| What you need to do |
Write out the following listing's lines from the one with "ring tip: (534, 319)" to the one with "thumb mcp: (53, 84)", exactly, with both included and no others.

┏━━

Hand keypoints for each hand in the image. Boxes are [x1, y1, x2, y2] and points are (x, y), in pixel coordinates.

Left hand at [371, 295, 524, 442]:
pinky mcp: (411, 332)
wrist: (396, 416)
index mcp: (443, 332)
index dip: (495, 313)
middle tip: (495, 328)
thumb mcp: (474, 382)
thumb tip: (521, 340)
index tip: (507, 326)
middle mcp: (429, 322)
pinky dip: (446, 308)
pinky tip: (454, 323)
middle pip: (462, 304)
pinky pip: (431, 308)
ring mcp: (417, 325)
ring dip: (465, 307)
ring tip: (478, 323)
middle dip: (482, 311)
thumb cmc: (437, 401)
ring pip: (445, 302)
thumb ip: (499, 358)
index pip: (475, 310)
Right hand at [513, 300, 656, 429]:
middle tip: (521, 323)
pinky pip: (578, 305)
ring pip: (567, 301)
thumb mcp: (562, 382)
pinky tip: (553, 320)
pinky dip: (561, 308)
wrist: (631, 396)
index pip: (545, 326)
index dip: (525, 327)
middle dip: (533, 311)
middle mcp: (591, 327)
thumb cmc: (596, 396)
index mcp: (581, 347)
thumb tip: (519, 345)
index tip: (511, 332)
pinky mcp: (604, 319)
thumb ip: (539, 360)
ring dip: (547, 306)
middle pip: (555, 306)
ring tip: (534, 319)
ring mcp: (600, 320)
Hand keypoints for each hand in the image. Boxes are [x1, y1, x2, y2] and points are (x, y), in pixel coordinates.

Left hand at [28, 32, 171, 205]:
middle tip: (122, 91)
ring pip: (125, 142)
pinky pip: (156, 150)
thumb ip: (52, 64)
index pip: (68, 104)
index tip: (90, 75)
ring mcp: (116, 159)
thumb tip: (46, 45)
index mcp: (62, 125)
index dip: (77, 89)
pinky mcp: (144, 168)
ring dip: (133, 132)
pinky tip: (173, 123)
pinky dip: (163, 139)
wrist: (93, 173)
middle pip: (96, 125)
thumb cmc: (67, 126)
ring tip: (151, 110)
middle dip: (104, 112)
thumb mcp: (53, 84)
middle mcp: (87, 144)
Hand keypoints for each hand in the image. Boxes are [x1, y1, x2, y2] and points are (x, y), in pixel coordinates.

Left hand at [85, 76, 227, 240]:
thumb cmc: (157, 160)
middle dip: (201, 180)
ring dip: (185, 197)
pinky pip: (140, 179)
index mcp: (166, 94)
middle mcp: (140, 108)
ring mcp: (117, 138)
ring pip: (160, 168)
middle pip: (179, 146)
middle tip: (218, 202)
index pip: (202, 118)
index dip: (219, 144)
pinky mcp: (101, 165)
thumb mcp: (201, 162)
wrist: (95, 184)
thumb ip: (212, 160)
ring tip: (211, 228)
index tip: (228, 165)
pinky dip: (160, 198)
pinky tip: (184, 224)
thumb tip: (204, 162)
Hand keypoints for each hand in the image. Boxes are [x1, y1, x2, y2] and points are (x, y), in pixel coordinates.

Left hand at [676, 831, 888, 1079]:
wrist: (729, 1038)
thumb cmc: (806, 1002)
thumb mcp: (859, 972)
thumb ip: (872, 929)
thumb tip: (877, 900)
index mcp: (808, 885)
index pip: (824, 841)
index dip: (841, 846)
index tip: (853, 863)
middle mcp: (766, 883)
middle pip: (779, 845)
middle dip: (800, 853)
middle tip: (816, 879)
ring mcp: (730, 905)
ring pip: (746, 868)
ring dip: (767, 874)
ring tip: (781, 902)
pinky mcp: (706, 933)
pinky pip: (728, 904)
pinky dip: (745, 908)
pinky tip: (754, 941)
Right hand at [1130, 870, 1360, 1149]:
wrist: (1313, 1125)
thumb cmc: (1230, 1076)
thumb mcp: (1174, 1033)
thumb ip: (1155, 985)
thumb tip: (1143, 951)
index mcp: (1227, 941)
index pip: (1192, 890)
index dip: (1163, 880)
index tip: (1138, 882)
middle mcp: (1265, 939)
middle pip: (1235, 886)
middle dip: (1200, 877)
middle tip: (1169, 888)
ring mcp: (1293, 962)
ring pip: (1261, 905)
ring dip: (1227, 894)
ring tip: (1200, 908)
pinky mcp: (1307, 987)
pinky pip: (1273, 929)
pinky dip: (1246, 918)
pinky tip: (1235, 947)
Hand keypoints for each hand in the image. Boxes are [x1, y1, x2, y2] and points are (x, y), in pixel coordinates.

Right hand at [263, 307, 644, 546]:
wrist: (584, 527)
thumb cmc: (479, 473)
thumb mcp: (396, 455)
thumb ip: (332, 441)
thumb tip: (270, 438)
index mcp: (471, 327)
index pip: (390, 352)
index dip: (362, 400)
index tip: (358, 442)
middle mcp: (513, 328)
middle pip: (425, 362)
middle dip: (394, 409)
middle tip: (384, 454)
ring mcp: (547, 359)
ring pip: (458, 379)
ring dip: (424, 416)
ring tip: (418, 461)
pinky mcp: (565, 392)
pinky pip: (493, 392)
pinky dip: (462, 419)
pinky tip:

┗━━

| Result of the task |
ring tip: (534, 319)
ring mcp: (600, 320)
Hand keypoints for each hand in the image. Boxes are [x1, y1, x2, y2] and points are (x, y), in pixel coordinates.

Left hand at [28, 32, 171, 205]:
middle tip: (122, 91)
ring pip: (125, 142)
pinky pip: (156, 150)
thumb ip: (52, 64)
index pip: (68, 104)
index tip: (90, 75)
ring mcp: (116, 159)
thumb tip: (46, 45)
index mcp: (62, 125)
index dip: (77, 89)
pinky mcp: (144, 168)
ring dip: (133, 132)
pinky tip: (173, 123)
pinky dip: (163, 139)
wrist: (93, 173)
middle pip: (96, 125)
thumb cmc: (67, 126)
ring tip: (151, 110)
middle dip: (104, 112)
thumb mcp: (53, 84)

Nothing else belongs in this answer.